• [PROBLEM STATEMENT]
Transcribe exactly the lines from the one containing "1238,1434 L 1268,1262" through the last line of the listing below, inclusive, and nothing beyond them.

────

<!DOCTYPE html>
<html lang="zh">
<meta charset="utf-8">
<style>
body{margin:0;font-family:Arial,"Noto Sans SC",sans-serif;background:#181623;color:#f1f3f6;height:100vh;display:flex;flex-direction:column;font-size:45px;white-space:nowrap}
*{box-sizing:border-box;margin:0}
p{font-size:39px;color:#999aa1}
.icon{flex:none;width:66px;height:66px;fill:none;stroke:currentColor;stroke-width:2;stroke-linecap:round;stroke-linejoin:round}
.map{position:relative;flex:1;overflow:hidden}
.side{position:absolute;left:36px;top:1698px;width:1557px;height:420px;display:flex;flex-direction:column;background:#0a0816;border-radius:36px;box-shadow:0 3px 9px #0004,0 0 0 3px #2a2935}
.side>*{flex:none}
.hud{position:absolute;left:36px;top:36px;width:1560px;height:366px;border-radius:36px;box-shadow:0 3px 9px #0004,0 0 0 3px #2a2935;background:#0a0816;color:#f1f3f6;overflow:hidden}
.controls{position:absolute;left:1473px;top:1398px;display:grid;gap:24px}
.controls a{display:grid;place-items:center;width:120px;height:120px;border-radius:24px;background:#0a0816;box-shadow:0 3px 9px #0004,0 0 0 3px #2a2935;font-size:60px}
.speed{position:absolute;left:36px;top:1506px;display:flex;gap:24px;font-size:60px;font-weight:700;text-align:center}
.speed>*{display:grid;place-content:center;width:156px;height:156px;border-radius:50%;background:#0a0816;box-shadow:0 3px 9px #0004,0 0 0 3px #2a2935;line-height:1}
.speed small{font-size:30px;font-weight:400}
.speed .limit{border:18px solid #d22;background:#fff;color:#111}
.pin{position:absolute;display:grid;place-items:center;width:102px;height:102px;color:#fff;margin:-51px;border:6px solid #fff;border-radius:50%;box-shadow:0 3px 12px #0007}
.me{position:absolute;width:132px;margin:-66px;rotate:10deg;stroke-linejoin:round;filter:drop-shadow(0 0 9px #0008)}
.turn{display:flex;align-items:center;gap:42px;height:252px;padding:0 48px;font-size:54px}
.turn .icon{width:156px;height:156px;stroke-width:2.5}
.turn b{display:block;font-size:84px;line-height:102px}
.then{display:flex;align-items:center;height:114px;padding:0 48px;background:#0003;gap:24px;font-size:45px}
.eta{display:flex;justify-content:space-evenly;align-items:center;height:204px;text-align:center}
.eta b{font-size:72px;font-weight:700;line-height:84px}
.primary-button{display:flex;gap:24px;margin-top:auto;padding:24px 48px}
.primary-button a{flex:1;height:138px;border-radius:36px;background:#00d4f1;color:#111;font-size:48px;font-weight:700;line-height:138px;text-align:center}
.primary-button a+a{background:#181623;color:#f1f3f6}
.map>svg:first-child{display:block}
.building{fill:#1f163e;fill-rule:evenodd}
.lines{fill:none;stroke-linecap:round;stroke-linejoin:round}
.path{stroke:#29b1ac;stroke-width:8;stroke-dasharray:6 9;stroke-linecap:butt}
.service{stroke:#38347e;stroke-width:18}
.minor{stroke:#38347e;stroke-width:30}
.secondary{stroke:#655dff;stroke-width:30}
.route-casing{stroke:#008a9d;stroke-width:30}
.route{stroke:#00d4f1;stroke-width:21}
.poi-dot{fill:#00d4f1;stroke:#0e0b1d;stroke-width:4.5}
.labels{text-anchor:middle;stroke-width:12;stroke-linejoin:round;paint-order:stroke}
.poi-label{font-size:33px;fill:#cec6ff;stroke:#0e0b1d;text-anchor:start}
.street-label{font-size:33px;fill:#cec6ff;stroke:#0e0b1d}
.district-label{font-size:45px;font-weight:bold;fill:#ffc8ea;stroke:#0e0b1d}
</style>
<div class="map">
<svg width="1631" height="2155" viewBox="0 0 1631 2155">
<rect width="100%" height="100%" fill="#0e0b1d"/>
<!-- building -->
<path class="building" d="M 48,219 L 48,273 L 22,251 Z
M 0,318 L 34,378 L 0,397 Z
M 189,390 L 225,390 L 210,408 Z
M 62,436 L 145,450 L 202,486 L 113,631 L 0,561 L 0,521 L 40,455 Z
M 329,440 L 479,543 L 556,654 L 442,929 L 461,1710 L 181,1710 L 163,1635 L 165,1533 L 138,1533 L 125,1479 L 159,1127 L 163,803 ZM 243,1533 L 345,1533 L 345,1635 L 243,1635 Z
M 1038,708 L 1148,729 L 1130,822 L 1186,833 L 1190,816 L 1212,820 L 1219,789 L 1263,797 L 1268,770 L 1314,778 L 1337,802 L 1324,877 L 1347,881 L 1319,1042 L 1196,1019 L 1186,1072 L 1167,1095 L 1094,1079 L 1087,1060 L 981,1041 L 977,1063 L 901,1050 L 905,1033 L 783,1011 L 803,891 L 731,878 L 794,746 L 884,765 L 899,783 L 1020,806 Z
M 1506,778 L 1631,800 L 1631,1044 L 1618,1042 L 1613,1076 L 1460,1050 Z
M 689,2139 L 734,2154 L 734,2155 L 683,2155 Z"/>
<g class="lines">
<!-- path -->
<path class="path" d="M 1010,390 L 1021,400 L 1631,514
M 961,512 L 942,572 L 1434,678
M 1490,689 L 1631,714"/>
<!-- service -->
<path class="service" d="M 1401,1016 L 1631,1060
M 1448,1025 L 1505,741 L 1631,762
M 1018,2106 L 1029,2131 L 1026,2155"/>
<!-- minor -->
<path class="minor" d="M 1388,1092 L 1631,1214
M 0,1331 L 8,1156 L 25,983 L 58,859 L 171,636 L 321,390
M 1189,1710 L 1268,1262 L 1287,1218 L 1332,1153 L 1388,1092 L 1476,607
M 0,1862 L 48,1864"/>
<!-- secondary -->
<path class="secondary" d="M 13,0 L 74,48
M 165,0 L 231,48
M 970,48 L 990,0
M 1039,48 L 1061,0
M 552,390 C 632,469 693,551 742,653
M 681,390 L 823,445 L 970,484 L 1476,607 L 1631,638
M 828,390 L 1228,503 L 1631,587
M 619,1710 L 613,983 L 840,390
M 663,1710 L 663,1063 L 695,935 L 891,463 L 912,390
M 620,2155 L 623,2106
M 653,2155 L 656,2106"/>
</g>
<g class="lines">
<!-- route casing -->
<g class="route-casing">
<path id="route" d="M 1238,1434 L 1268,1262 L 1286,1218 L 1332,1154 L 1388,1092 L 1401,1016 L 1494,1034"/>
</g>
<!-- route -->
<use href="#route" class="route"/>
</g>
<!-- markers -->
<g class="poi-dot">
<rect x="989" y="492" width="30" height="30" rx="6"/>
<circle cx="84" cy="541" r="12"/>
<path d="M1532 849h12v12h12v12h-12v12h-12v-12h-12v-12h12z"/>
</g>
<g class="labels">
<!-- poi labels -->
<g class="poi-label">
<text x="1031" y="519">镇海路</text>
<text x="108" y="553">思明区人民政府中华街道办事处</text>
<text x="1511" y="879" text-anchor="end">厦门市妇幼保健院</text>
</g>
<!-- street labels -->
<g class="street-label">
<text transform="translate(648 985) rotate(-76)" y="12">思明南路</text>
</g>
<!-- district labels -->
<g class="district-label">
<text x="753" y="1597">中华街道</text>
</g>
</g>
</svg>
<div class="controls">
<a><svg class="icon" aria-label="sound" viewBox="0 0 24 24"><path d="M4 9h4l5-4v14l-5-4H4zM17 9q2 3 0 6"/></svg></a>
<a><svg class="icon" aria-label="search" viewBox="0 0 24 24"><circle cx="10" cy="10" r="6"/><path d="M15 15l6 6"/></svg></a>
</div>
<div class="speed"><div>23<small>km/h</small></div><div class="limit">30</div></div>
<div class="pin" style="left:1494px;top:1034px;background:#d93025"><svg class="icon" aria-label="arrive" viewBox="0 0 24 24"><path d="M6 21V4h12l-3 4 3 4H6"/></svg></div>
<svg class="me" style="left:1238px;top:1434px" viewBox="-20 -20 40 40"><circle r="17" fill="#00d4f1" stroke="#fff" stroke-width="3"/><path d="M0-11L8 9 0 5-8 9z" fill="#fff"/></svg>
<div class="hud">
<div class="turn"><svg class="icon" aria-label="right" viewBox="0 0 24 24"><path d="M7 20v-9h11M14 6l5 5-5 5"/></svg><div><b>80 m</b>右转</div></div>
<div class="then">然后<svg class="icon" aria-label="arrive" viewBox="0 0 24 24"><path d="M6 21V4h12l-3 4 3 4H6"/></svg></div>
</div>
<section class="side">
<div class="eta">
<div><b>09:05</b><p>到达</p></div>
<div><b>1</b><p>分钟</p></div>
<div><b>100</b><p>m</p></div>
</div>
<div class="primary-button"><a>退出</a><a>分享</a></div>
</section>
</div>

────

• [RESPONSE]
<path id="route" d="M 1238,1434 L 1268,1262 L 1286,1218 L 1332,1154 L 1388,1092 L 1401,1016 L 1494,1034"/>
</g>
<!-- route -->
<use href="#route" class="route"/>
</g>
<!-- markers -->
<g class="poi-dot">
<rect x="989" y="492" width="30" height="30" rx="6"/>
<circle cx="84" cy="541" r="12"/>
<path d="M1532 849h12v12h12v12h-12v12h-12v-12h-12v-12h12z"/>
</g>
<g class="labels">
<!-- poi labels -->
<g class="poi-label">
<text x="1031" y="519">镇海路</text>
<text x="108" y="553">思明区人民政府中华街道办事处</text>
<text x="1511" y="879" text-anchor="end">厦门市妇幼保健院</text>
</g>
<!-- street labels -->
<g class="street-label">
<text transform="translate(648 985) rotate(-76)" y="12">思明南路</text>
</g>
<!-- district labels -->
<g class="district-label">
<text x="753" y="1597">中华街道</text>
</g>
</g>
</svg>
<div class="controls">
<a><svg class="icon" aria-label="sound" viewBox="0 0 24 24"><path d="M4 9h4l5-4v14l-5-4H4zM17 9q2 3 0 6"/></svg></a>
<a><svg class="icon" aria-label="search" viewBox="0 0 24 24"><circle cx="10" cy="10" r="6"/><path d="M15 15l6 6"/></svg></a>
</div>
<div class="speed"><div>23<small>km/h</small></div><div class="limit">30</div></div>
<div class="pin" style="left:1494px;top:1034px;background:#d93025"><svg class="icon" aria-label="arrive" viewBox="0 0 24 24"><path d="M6 21V4h12l-3 4 3 4H6"/></svg></div>
<svg class="me" style="left:1238px;top:1434px" viewBox="-20 -20 40 40"><circle r="17" fill="#00d4f1" stroke="#fff" stroke-width="3"/><path d="M0-11L8 9 0 5-8 9z" fill="#fff"/></svg>
<div class="hud">
<div class="turn"><svg class="icon" aria-label="right" viewBox="0 0 24 24"><path d="M7 20v-9h11M14 6l5 5-5 5"/></svg><div><b>80 m</b>右转</div></div>
<div class="then">然后<svg class="icon" aria-label="arrive" viewBox="0 0 24 24"><path d="M6 21V4h12l-3 4 3 4H6"/></svg></div>
</div>
<section class="side">
<div class="eta">
<div><b>09:05</b><p>到达</p></div>
<div><b>1</b><p>分钟</p></div>
<div><b>100</b><p>m</p></div>
</div>
<div class="primary-button"><a>退出</a><a>分享</a></div>
</section>
</div>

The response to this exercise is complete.